Fifteen countries from four continents have formally committed to sweeping reforms in fisheries governance, signing the Mombasa Declaration at the 11th Our Ocean Conference in Kenya on Tuesday in a bid to curb illegal fishing and improve transparency across the global seafood supply chain.
The signatories — spanning Africa, Asia, the Caribbean, Europe and the Pacific — pledged to modernise vessel registries, publish fishing authorisations and strengthen data-sharing systems designed to hold both coastal and flag states accountable for activity on the high seas.
Among the nations joining the initiative are Ghana, Cameroon, The Gambia, Guinea, Liberia and Somalia on the African continent, alongside Belgium, Chile, France, the Dominican Republic, Panama, Papua New Guinea, Peru, the Republic of the Congo and South Korea.
The declaration targets illegal, unreported and unregulated (IUU) fishing, a practice that costs the global economy an estimated $50 billion annually and has been identified as one of the most significant drivers of declining fish stocks worldwide. For coastal communities in West Africa and beyond, the consequences are existential: depleted catches, collapsing marine ecosystems and the erosion of livelihoods that depend on healthy oceans.
Ghana’s Minister for Fisheries and Aquaculture Development, Emelia Arthur, underscored the stakes for her country during the conference. “In my country, our very existence depends on fish. Sixty percent of our animal protein comes from fish, and ten percent of our population depends on the fisheries value chain for livelihood,” she said.

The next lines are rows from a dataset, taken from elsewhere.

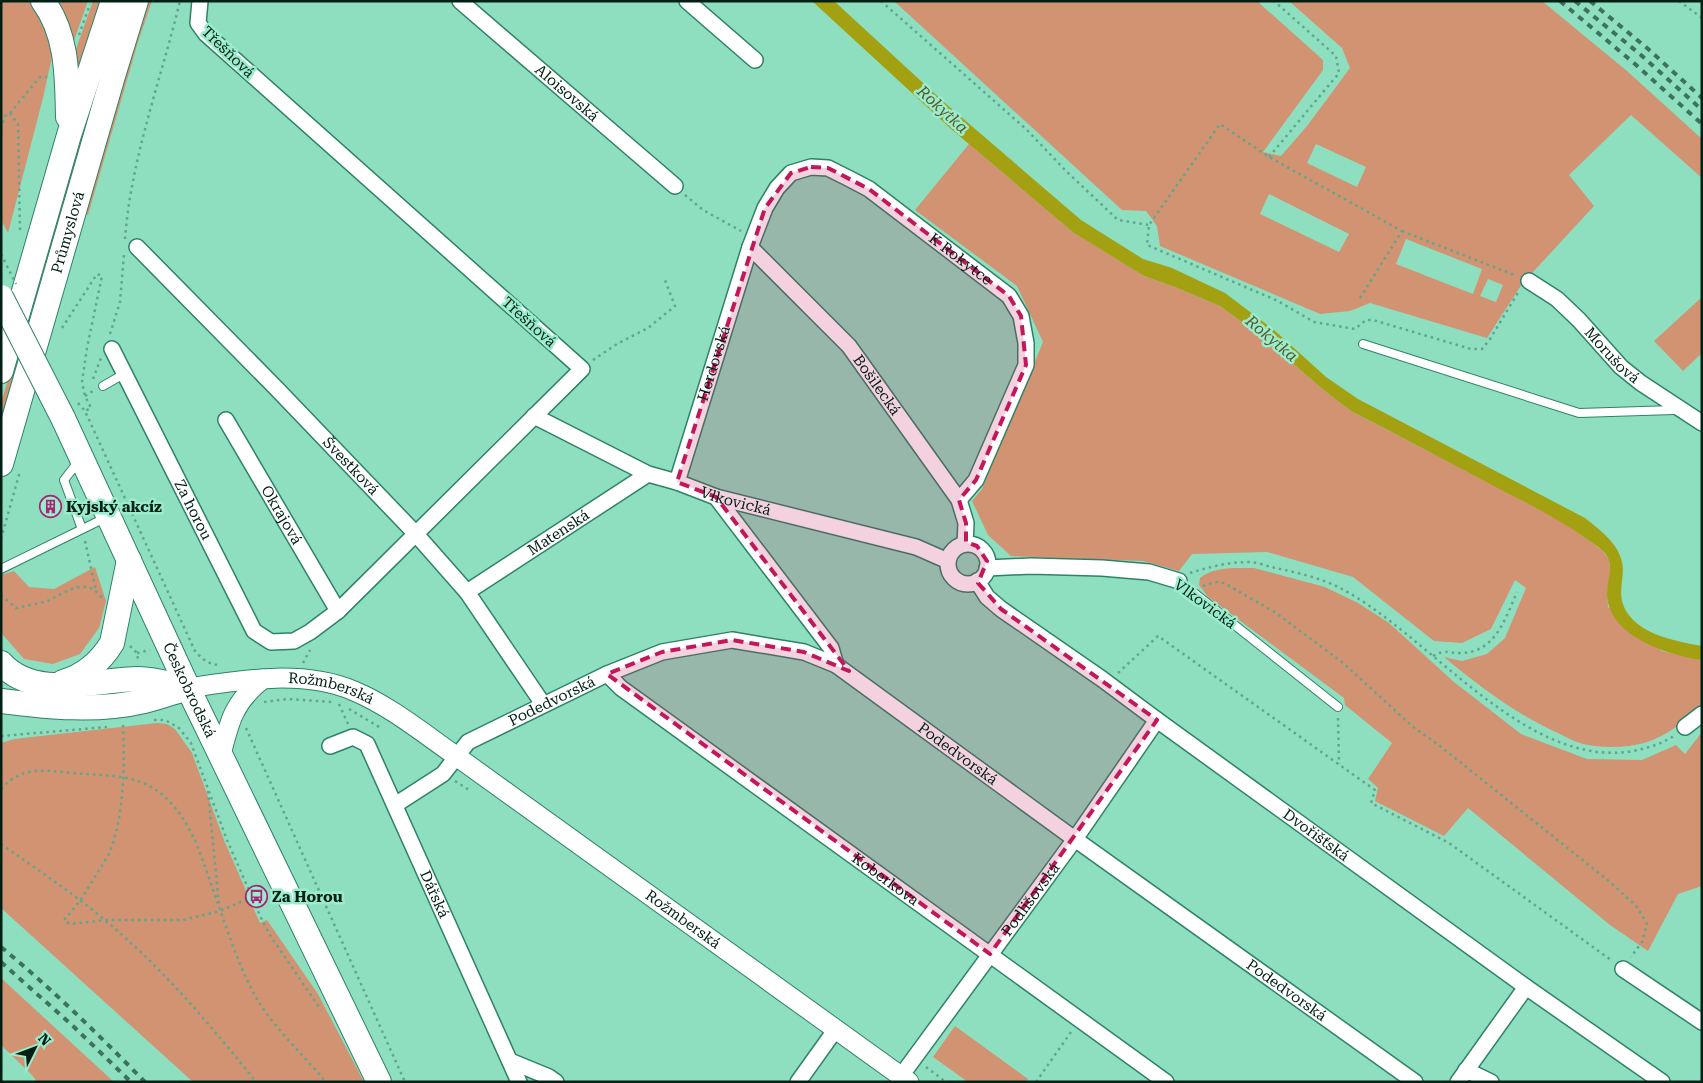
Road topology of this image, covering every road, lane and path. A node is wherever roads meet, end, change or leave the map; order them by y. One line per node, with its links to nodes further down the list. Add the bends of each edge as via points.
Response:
1 (43, 1): 16 (main road, via 55,23 66,56)
2 (113, 1): 16 (main road, Průmyslová)
3 (136, 1): 42 (main road, Průmyslová)
4 (180, 1): 23 (path, via 137,163 128,207)
5 (200, 1): 32 (street, Třešňová, via 198,23 206,34)
6 (460, 1): 18 (street, Aloisovská)
7 (687, 1): 12 (street)
8 (881, 1): 20 (path, via 1027,130 1118,220)
9 (1274, 1): 17 (path, via 1336,56 1339,73)
10 (1679, 1): 11 (path)
11 (1702, 18)
12 (755, 60)
13 (53, 76): 14 (path, via 40,77)
14 (10, 112): 15 (path, via 5,116); 22 (path, via 18,124)
15 (1, 129)
16 (69, 135): 33 (main road, Průmyslová)
17 (1269, 157): 20 (path, via 1220,124); 21 (path)
18 (675, 186)
19 (690, 200): 24 (path, via 740,230)
20 (1149, 225): 26 (path, via 1147,245 1278,301 1314,322 1354,330 1366,320 1374,320 1471,349 1482,349)
21 (1402, 231): 26 (path); 28 (path)
22 (20, 235)
23 (129, 247): 31 (path, via 120,302); 49 (street, Švestková, via 269,381)
24 (750, 247): 44 (street, Herdovská); 46 (street, Bošilecká, via 849,346); 46 (street, K Rokytce, via 765,208 777,188 791,174 811,167 828,168 869,190 1009,296 1021,316 1026,365 976,480)
25 (665, 280): 32 (path, via 675,306 648,328 616,344)
26 (1527, 280): 37 (street, Morušová, via 1562,304 1621,367)
27 (1, 297): 41 (main road, Českobrodská, bridge)
28 (1360, 298)
29 (57, 335): 36 (path, via 96,274 102,276 86,348 82,382)
30 (1363, 344): 37 (lane, via 1579,414)
31 (107, 347): 34 (street, Za horou); 36 (path, via 93,377 93,391)
32 (582, 369): 38 (street)
33 (1, 371)
34 (124, 374): 35 (lane); 63 (street, Za horou, via 254,631 271,642 294,641)
35 (103, 386)
36 (85, 396): 67 (path, via 91,408 85,410 191,640 200,657 212,664)
37 (1676, 408): 39 (street, Morušová)
38 (534, 416): 43 (street, Vlkovická); 49 (street)
39 (1698, 417)
40 (226, 420): 62 (street, Okrajová)
41 (81, 458): 47 (main road, Českobrodská); 48 (lane, via 64,480)
42 (1, 464)
43 (648, 474): 44 (street, Vlkovická); 58 (street, Matenská)
44 (676, 482): 45 (street, Vlkovická)
45 (716, 497): 52 (street, Vlkovická, via 916,547); 68 (street, via 831,648)
46 (959, 500): 50 (street, Bošilecká, via 966,523)
47 (108, 516): 48 (lane); 51 (main road, Českobrodská)
48 (82, 529): 54 (lane); 57 (path)
49 (415, 534): 58 (street, Švestková); 62 (street)
50 (966, 544): 52 (street, via 956,547); 53 (street, via 977,546 984,553)
51 (129, 560): 72 (main road, via 114,638 106,652 94,665 76,676); 73 (main road, Českobrodská)
52 (948, 561): 55 (street, via 955,579 962,583)
53 (987, 568): 55 (street); 56 (street, Vlkovická, via 1031,566 1149,572)
54 (1, 569)
55 (977, 582): 71 (street, Dvořišťská, via 1001,609)
56 (1185, 586): 64 (path, via 1189,574 1213,566 1251,562 1297,573 1339,587 1380,612); 78 (lane, Vlkovická); 106 (path, via 1224,583 1276,613 1342,662 1412,726 1610,882 1637,907 1647,924 1642,942)
57 (96, 590): 60 (path, via 83,586 69,588 48,600 16,608); 61 (path)
58 (467, 592): 77 (street, Švestková)
59 (1517, 592): 64 (path, via 1498,633 1489,643 1476,651 1459,653 1443,650)
60 (1, 595)
61 (103, 600)
62 (338, 611): 63 (street)
63 (310, 632): 66 (path, via 312,644 304,662)
64 (1434, 656): 87 (path, via 1462,681 1536,732 1581,749 1619,753 1646,748 1666,741)
65 (1, 663): 72 (main road, via 26,680)
66 (294, 663)
67 (226, 665)
68 (836, 666): 69 (street, Podedvorská, via 804,652 732,640 662,652); 99 (street, Podedvorská)
69 (607, 674): 77 (street, Podedvorská); 105 (street, Koberkova, via 629,694)
70 (263, 679): 73 (street, Rožmberská); 79 (street); 93 (street, Rožmberská, via 312,680 353,690 405,720)
71 (1108, 683): 82 (street, Dvořišťská); 94 (path, via 1158,636)
72 (47, 684): 73 (main road, via 140,679)
73 (188, 688): 74 (main road, via 142,701 83,708); 92 (main road, Českobrodská)
74 (1, 701)
75 (259, 703): 76 (path, via 287,699)
76 (339, 703): 88 (path); 90 (path)
77 (543, 704): 93 (street, Podedvorská, via 468,742)
78 (1338, 707): 94 (path)
79 (235, 709): 92 (street); 119 (path, via 244,715 244,723)
80 (1702, 714): 87 (street)
81 (152, 720): 96 (path, via 170,722 186,736 195,750)
82 (1157, 720): 99 (street, Podlišovská); 107 (street, Dvořišťská)
83 (130, 724): 84 (path)
84 (123, 725): 85 (path); 95 (path)
85 (116, 726)
86 (109, 727): 89 (path)
87 (1685, 727)
88 (381, 728)
89 (1, 736)
90 (353, 736): 91 (street); 98 (street, Dářská, via 366,744)
91 (330, 746)
92 (221, 755): 118 (main road, Českobrodská)
93 (456, 756): 98 (street, via 443,774); 111 (street, Rožmberská)
94 (1339, 764): 106 (path, via 1375,790 1371,803 1449,843)
95 (123, 778): 97 (path, via 41,770 19,774); 102 (path, via 112,846); 103 (path, via 154,789 179,814 194,838)
96 (208, 787): 101 (path); 103 (path)
97 (1, 789)
98 (395, 805): 113 (street, Dářská)
99 (1075, 839): 105 (street, Podlišovská); 126 (street, Podedvorská)
100 (1, 844): 102 (path)
101 (252, 898): 103 (path); 108 (path, via 270,935)
102 (80, 901): 104 (path); 104 (path, via 64,920 70,924)
103 (220, 911): 104 (path, via 183,920); 117 (path, via 245,976 260,1004)
104 (105, 920): 116 (path, via 175,985)
105 (990, 954): 109 (street, Koberkova); 112 (street, Podlišovská)
106 (1623, 968): 110 (street)
107 (1526, 987): 114 (street); 128 (street, Dvořišťská)
108 (324, 1014)
109 (1079, 1020): 124 (path); 125 (street, Koberkova)
110 (1702, 1022)
111 (836, 1029): 115 (street, Rožmberská); 122 (street)
112 (915, 1059): 115 (street, Podlišovská); 123 (path)
113 (510, 1061): 120 (street, Dářská); 121 (street)
114 (1462, 1076): 127 (street)
115 (905, 1079)
116 (256, 1082)
117 (326, 1082)
118 (378, 1082)
119 (405, 1082)
120 (519, 1082)
121 (556, 1082)
122 (798, 1082)
123 (946, 1082)
124 (1036, 1082)
125 (1166, 1082)
126 (1415, 1082)
127 (1490, 1082)
128 (1662, 1082)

The minister’s remarks reflect a broader reality across West Africa, where industrial trawlers — many operating under flags of convenience — have been documented depleting fish stocks that sustain millions of people. Communities along Ghana’s coast have for years reported dwindling catches, forcing fishermen to travel further offshore at greater personal risk and expense.
At its core, the Mombasa Declaration treats transparency as an enforcement mechanism. By requiring signatory states to make vessel ownership records, licensing details and fishing permits publicly accessible, the agreement aims to close the information gaps that allow illegal operators to evade detection.

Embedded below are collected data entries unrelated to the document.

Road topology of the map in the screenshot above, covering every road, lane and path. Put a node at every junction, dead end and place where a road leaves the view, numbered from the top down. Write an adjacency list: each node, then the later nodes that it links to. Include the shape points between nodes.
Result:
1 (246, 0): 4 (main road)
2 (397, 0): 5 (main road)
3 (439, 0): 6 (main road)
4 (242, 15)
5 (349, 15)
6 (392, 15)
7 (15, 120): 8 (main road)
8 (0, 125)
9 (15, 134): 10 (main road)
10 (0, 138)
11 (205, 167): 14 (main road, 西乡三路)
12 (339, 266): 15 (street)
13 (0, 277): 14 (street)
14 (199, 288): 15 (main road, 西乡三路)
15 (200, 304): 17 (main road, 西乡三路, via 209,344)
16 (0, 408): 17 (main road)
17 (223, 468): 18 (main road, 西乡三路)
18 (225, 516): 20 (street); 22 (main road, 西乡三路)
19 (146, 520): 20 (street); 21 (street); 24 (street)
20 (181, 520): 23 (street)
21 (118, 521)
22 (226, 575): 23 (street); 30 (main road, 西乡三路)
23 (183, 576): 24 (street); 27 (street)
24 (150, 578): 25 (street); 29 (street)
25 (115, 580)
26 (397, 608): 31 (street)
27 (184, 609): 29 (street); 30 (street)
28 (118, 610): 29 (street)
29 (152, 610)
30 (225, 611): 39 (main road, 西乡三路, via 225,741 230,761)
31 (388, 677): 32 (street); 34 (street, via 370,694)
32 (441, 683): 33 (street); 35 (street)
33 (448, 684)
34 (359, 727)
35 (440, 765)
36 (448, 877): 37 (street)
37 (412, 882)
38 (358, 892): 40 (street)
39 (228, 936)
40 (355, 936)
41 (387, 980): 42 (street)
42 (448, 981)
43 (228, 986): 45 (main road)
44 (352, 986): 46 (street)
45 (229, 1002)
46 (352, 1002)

Maisie Pigeon, Director of the Coalition for Fisheries Transparency, which helped develop the declaration, described it as evidence of “growing global momentum towards stronger ocean governance and sustainable fisheries management.”
The declaration also commits signatories to improve real-time information exchange, a measure intended to help enforcement agencies across different jurisdictions coordinate responses to suspected IUU activity — something that has historically proved difficult when vessels cross maritime boundaries.
France’s Minister Delegate for the Sea and Fisheries, Catherine Chabaud, called the agreement a vital opportunity for governments to demonstrate genuine political commitment to better fisheries governance through international cooperation.
The signing in Mombasa is being framed not as a conclusion but as the opening phase of a broader campaign. Organisers are seeking to recruit additional nations ahead of the next Our Ocean Conference in 2027, hoping to build a critical mass of signatories that creates meaningful pressure on non-participating states.
For Ghana, the declaration aligns with ongoing domestic efforts to strengthen maritime governance. The country has been bolstering its presence in international maritime institutions, with Dr Sylvia Adusu recently becoming the first African woman elected to the International Tribunal for the Law of the Sea — a development that signals Accra’s growing commitment to ocean governance at the multilateral level.
Whether the Mombasa Declaration translates into tangible reductions in illegal fishing will depend on implementation. Previous international commitments on ocean protection have sometimes struggled to move beyond communiqués. But the breadth of signatories and the specificity of the pledges — particularly on public data disclosure — suggest a framework designed for measurable progress rather than aspirational language alone.